§ **YOUR TASK**
Report every line of the data that includes "down".

══ LISTED RECORDS

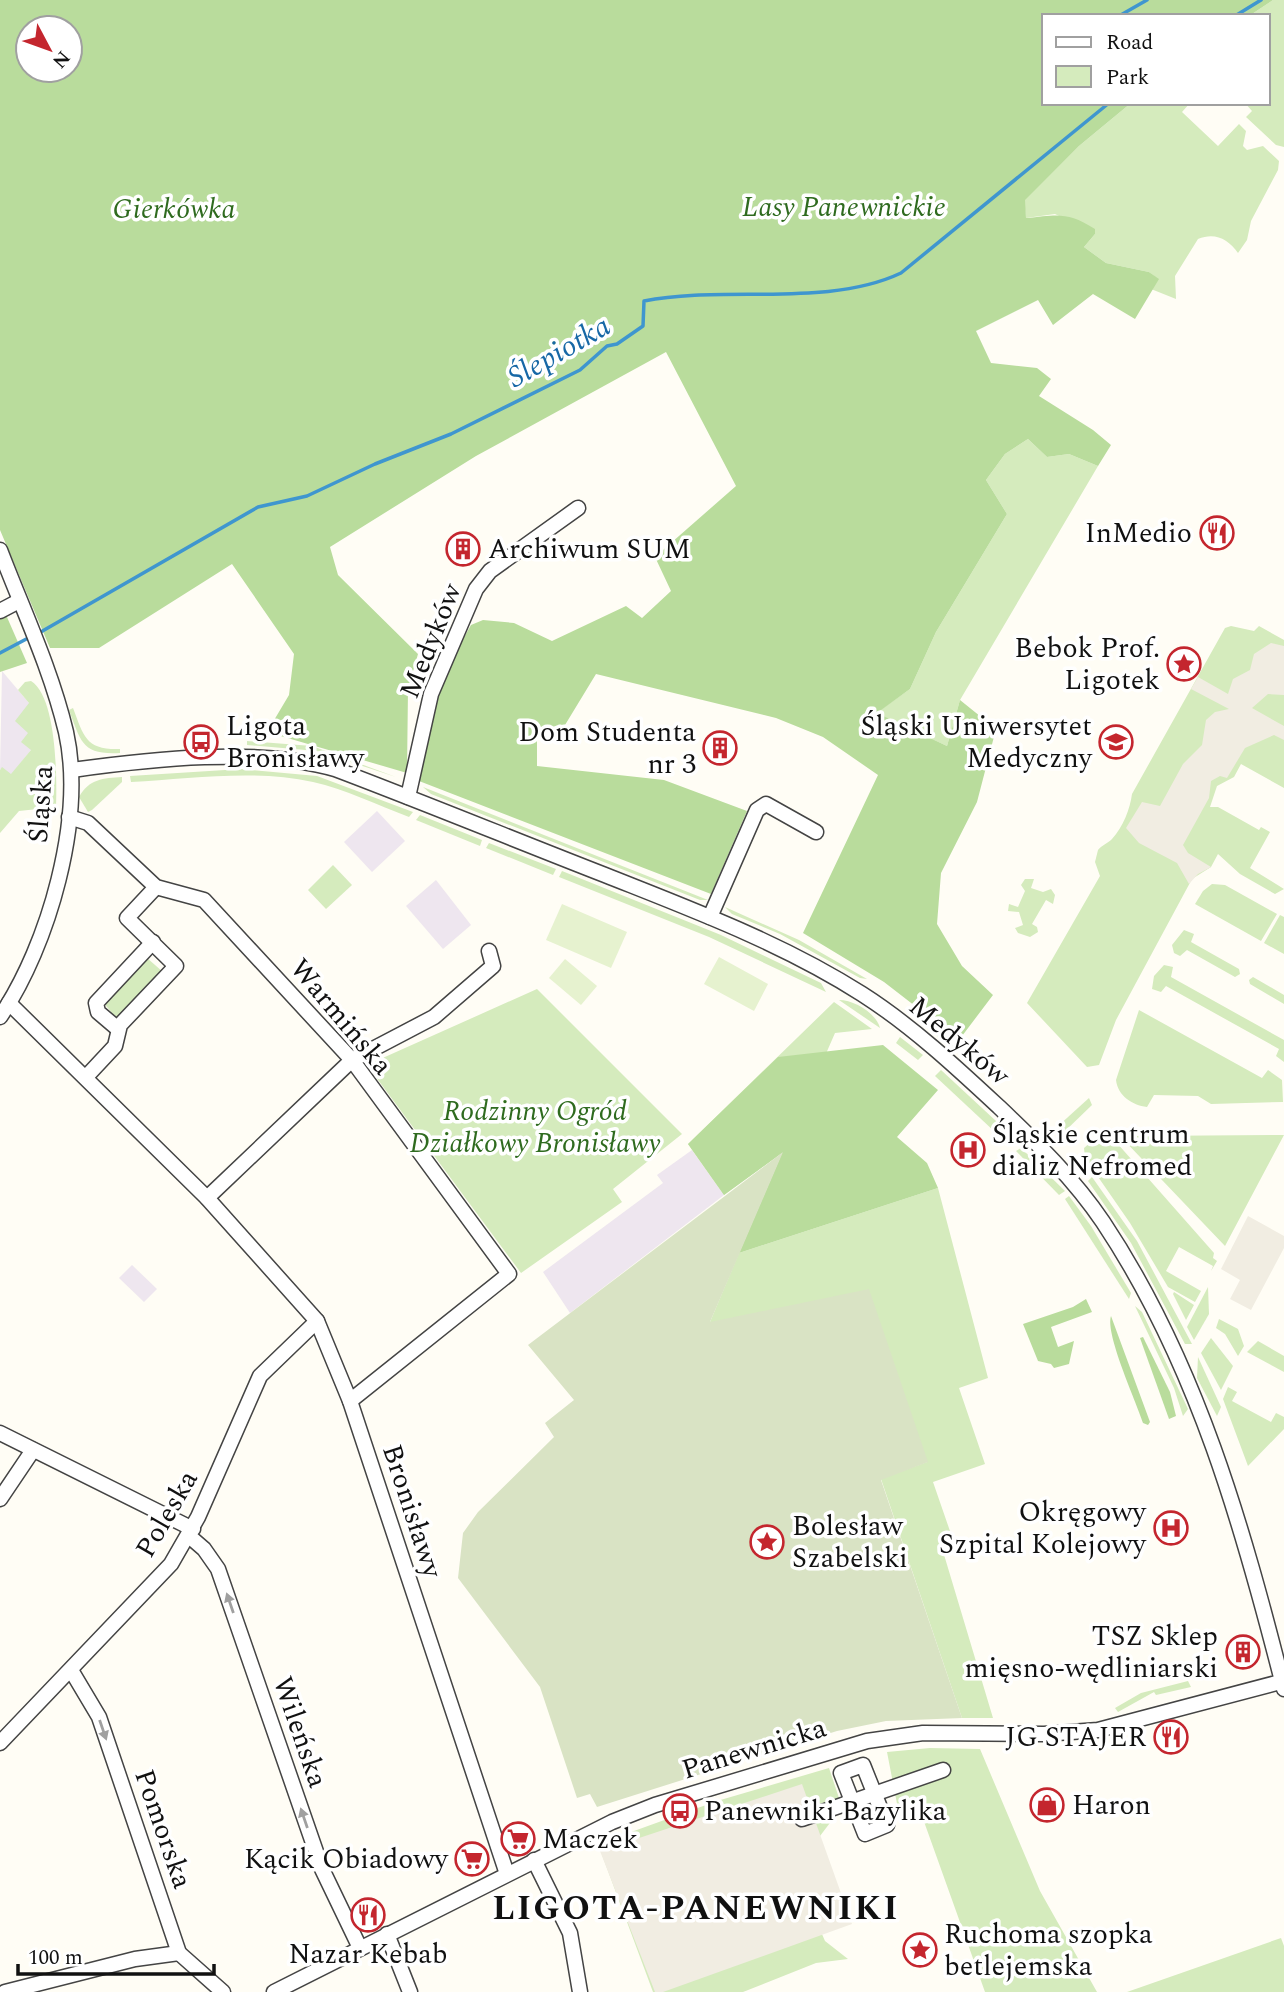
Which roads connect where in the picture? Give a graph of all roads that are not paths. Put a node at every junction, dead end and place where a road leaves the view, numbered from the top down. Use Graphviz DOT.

════
══ LISTED RECORDS

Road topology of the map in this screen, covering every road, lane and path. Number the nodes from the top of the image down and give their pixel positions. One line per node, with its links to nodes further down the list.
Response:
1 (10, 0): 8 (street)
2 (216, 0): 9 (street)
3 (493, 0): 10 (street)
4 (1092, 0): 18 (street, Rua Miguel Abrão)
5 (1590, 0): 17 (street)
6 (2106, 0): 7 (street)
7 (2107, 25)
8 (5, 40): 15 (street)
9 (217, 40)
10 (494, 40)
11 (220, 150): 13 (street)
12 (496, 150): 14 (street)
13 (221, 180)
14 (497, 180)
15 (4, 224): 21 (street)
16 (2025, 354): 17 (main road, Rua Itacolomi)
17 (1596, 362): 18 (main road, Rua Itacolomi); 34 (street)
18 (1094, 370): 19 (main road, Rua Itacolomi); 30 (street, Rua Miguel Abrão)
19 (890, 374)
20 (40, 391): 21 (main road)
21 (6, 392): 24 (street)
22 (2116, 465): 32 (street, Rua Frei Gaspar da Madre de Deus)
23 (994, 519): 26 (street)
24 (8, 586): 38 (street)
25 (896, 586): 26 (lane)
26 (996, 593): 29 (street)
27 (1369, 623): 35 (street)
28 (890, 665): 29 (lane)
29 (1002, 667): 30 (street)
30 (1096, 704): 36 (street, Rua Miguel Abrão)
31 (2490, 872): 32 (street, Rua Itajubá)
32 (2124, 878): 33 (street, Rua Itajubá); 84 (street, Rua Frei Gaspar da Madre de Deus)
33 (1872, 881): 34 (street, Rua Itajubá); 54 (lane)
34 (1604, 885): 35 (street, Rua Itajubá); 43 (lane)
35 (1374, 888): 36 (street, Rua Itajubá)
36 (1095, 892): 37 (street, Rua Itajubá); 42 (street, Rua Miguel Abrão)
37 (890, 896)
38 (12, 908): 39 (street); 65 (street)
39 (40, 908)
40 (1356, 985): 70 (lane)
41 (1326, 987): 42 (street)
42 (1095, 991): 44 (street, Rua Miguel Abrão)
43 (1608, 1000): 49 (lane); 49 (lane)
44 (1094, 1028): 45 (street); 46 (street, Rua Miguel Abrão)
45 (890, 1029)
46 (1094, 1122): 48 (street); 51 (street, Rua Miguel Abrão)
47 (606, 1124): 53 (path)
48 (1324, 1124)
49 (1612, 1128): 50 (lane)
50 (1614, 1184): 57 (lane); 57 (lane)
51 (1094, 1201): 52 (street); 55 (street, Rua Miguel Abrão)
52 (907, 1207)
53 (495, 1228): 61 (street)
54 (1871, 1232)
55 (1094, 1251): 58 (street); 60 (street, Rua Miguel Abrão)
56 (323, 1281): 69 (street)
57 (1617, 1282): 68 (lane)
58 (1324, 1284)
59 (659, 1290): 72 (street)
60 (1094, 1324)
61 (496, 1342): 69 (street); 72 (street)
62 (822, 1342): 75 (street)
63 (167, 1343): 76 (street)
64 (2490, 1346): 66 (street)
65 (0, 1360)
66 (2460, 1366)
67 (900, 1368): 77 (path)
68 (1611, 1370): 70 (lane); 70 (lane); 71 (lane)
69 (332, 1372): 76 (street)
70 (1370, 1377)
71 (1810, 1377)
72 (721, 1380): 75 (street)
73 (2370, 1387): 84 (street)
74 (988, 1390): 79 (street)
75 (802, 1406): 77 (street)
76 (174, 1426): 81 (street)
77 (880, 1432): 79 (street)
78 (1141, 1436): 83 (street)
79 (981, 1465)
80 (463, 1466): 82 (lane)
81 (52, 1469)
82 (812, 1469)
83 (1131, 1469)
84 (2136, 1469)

════

§ **TASK RESULT**
Which roads connect where in the picture? Give a graph of all roads that are not paths. Put a node at every junction, dead end and place where a road leaves the view, numbered from the top down. Use Graphviz DOT.
Road topology of the map in this screen, covering every road, lane and path. Number the nodes from the top of the image down and give their pixel positions. One line per node, with its links to nodes further down the list.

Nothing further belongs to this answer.